*ASSIGNMENT*
Your answer must consist of every line from the data below that includes the word "Ολυμπιάδος".
++++ RECORD EXTRACTS ++++
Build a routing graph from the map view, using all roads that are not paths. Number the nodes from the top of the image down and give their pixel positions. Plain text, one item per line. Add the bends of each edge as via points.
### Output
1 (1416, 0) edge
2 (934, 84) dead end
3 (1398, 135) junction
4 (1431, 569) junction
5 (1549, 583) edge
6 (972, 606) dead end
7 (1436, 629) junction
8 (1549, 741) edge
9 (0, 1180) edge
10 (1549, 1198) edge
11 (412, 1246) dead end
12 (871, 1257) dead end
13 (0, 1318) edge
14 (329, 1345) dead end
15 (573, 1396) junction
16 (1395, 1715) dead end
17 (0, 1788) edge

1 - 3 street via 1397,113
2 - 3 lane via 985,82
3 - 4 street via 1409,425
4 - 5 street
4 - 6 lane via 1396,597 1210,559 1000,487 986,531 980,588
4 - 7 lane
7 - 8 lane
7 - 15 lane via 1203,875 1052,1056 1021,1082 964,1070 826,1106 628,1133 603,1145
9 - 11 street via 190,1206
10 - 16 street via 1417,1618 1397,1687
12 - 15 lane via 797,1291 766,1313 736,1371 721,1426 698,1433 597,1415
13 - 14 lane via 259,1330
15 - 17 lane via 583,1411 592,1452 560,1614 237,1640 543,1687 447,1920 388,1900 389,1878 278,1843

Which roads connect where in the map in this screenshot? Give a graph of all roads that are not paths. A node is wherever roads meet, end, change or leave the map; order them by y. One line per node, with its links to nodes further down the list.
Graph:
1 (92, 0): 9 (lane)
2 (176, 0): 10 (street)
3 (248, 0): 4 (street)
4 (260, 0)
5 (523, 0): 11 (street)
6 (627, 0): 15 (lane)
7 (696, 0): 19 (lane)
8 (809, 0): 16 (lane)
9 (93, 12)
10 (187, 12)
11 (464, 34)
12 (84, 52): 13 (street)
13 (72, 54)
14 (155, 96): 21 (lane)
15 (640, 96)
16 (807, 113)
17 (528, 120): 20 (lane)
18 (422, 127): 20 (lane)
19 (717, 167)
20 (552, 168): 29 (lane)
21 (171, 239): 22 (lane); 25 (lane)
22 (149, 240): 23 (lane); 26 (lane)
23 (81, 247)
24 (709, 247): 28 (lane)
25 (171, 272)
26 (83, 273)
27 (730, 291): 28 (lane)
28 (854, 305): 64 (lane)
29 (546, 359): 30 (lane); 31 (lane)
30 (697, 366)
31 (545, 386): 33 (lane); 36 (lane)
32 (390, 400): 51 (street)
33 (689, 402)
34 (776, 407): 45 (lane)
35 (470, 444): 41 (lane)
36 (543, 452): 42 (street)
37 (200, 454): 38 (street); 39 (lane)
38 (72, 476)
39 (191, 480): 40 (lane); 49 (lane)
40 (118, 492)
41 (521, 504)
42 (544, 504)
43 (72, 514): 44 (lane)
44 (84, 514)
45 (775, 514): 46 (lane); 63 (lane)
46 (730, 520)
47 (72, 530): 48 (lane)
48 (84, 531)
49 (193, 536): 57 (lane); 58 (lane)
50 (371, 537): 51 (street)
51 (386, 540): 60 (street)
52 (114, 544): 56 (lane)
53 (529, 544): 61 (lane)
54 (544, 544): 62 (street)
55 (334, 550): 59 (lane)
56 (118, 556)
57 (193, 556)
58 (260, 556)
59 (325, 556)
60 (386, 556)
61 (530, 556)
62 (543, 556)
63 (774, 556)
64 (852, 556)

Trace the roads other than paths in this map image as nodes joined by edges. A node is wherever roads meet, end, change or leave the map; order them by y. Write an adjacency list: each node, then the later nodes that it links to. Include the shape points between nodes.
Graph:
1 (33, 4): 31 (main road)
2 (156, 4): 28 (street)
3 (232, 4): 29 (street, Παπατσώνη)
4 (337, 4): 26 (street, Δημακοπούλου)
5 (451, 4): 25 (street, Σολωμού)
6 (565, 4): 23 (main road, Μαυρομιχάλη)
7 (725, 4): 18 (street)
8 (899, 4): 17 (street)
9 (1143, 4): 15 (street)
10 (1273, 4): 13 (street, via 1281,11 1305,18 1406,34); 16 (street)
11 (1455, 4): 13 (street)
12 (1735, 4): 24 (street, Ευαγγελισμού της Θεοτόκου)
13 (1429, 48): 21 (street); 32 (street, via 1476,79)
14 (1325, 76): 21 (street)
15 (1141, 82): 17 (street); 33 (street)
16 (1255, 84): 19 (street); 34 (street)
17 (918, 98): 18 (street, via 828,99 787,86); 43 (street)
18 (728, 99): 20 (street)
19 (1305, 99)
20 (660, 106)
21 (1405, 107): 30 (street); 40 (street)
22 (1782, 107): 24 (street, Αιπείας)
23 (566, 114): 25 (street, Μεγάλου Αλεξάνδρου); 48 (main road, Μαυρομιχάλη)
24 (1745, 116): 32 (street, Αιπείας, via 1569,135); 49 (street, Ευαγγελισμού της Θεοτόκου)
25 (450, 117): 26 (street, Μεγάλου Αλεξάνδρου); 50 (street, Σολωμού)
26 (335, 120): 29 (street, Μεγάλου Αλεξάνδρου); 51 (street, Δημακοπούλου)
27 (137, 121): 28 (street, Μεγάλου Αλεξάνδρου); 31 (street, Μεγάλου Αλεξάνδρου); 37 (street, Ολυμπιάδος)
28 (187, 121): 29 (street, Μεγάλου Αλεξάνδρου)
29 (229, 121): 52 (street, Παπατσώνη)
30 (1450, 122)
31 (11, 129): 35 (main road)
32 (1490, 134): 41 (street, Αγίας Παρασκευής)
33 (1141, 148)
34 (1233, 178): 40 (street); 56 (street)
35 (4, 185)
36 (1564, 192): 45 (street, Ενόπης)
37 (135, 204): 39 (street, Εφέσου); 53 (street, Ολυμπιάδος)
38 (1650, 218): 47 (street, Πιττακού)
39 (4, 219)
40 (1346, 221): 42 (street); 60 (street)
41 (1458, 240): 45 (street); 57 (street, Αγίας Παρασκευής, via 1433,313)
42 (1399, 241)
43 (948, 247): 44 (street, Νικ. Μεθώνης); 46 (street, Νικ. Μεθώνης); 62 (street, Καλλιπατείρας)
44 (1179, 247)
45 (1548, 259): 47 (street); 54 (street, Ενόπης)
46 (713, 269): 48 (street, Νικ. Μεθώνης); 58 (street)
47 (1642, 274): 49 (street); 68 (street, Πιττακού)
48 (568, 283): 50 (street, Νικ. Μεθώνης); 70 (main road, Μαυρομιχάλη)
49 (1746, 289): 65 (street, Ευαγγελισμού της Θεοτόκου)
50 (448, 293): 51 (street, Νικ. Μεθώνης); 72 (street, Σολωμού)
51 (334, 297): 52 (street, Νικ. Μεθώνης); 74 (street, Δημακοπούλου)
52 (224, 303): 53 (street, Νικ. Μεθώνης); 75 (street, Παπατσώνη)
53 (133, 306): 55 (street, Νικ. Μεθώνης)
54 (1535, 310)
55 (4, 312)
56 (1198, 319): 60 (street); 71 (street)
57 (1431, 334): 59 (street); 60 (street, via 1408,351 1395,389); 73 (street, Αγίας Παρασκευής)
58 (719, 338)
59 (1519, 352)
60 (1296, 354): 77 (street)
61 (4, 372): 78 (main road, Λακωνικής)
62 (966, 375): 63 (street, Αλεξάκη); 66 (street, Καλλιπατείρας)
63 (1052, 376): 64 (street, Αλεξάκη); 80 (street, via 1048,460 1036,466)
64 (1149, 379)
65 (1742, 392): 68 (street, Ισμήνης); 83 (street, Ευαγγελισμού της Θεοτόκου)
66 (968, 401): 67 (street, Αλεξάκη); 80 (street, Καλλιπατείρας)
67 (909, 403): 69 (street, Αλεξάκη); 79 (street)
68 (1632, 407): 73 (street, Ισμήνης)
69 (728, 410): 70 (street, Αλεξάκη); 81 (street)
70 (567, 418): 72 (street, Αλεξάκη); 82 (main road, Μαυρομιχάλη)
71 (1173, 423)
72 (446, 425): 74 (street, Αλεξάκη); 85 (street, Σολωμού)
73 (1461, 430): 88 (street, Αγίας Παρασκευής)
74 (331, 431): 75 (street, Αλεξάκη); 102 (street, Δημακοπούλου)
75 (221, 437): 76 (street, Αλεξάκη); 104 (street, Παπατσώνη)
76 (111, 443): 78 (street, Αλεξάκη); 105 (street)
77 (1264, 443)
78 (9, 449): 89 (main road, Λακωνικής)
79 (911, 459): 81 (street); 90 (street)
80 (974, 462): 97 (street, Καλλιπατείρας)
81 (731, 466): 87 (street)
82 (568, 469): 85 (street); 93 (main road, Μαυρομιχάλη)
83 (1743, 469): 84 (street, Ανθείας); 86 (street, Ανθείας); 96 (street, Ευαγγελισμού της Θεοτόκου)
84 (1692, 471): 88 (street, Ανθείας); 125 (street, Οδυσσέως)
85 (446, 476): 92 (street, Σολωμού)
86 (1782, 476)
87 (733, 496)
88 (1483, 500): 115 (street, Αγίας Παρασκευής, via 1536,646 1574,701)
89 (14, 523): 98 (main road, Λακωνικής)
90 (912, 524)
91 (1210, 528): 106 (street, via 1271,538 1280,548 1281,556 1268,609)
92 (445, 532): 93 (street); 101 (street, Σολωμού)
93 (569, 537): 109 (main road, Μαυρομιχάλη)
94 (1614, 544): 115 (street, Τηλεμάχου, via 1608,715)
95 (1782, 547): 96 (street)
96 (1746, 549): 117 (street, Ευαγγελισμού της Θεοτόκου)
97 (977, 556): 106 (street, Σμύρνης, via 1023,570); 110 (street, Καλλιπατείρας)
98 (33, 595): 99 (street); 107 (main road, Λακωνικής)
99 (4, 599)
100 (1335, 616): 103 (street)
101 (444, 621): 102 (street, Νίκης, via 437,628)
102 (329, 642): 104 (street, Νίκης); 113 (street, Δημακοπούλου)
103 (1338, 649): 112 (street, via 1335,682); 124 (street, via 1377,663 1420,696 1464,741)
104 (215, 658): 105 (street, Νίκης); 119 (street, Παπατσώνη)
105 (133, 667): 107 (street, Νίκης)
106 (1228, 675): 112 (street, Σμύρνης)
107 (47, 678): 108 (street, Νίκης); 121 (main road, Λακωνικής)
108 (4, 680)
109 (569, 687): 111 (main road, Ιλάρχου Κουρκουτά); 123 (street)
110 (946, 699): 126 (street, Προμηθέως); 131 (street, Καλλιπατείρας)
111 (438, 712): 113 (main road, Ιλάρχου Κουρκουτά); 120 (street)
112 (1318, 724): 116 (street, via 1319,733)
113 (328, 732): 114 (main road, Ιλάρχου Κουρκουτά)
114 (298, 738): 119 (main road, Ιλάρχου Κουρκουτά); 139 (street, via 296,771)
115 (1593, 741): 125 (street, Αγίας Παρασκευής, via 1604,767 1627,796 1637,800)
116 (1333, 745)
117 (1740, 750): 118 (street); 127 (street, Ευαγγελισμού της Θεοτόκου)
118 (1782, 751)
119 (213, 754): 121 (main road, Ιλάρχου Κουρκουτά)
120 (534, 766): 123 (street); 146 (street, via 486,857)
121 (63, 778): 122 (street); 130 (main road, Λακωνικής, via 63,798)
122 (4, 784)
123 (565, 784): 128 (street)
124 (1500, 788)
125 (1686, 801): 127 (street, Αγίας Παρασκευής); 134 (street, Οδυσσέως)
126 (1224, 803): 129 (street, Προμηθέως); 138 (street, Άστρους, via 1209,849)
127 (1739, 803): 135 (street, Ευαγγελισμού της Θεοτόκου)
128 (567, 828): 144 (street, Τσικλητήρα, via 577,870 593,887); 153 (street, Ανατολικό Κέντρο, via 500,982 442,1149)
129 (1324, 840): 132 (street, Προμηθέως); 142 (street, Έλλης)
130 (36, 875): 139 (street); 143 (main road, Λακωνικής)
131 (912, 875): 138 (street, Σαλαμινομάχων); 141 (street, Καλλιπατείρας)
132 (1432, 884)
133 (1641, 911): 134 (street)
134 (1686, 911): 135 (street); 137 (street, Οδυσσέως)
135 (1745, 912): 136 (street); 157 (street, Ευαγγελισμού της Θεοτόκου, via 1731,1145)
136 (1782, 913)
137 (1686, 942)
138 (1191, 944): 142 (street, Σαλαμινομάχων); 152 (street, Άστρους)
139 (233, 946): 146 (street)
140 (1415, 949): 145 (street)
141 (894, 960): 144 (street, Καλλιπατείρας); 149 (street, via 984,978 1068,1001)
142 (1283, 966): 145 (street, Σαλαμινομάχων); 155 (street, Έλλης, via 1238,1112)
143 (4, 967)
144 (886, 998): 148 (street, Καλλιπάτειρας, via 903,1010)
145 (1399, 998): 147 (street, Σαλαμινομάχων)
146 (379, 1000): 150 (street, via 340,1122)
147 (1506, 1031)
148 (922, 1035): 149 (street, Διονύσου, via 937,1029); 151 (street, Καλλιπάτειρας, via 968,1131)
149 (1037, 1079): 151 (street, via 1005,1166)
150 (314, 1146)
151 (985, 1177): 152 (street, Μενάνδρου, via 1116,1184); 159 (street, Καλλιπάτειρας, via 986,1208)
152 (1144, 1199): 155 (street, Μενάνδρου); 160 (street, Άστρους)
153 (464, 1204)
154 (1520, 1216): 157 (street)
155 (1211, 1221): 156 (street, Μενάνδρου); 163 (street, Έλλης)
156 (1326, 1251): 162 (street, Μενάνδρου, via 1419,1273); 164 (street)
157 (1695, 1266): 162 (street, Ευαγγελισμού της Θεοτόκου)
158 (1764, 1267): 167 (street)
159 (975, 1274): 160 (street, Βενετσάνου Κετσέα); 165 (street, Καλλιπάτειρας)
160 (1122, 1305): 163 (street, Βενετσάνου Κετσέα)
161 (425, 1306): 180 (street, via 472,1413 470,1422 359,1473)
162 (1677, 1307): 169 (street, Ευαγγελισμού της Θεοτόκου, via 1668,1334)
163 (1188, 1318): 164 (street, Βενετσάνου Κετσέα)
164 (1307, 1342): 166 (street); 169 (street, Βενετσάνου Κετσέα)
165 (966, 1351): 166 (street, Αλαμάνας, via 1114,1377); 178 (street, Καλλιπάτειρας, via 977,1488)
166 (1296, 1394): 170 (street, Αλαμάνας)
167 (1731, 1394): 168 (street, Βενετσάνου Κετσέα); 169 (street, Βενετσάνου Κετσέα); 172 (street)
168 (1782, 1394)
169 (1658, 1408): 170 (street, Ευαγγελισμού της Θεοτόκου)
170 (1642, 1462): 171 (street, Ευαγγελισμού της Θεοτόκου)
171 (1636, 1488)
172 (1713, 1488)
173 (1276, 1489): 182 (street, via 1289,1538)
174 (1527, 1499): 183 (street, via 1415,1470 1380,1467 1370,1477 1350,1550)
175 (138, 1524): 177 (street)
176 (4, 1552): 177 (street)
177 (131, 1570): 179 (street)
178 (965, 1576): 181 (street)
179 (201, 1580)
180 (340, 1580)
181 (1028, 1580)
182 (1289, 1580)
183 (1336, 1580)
++++
*OUTPUT*
27 (137, 121): 28 (street, Μεγάλου Αλεξάνδρου); 31 (street, Μεγάλου Αλεξάνδρου); 37 (street, Ολυμπιάδος)
37 (135, 204): 39 (street, Εφέσου); 53 (street, Ολυμπιάδος)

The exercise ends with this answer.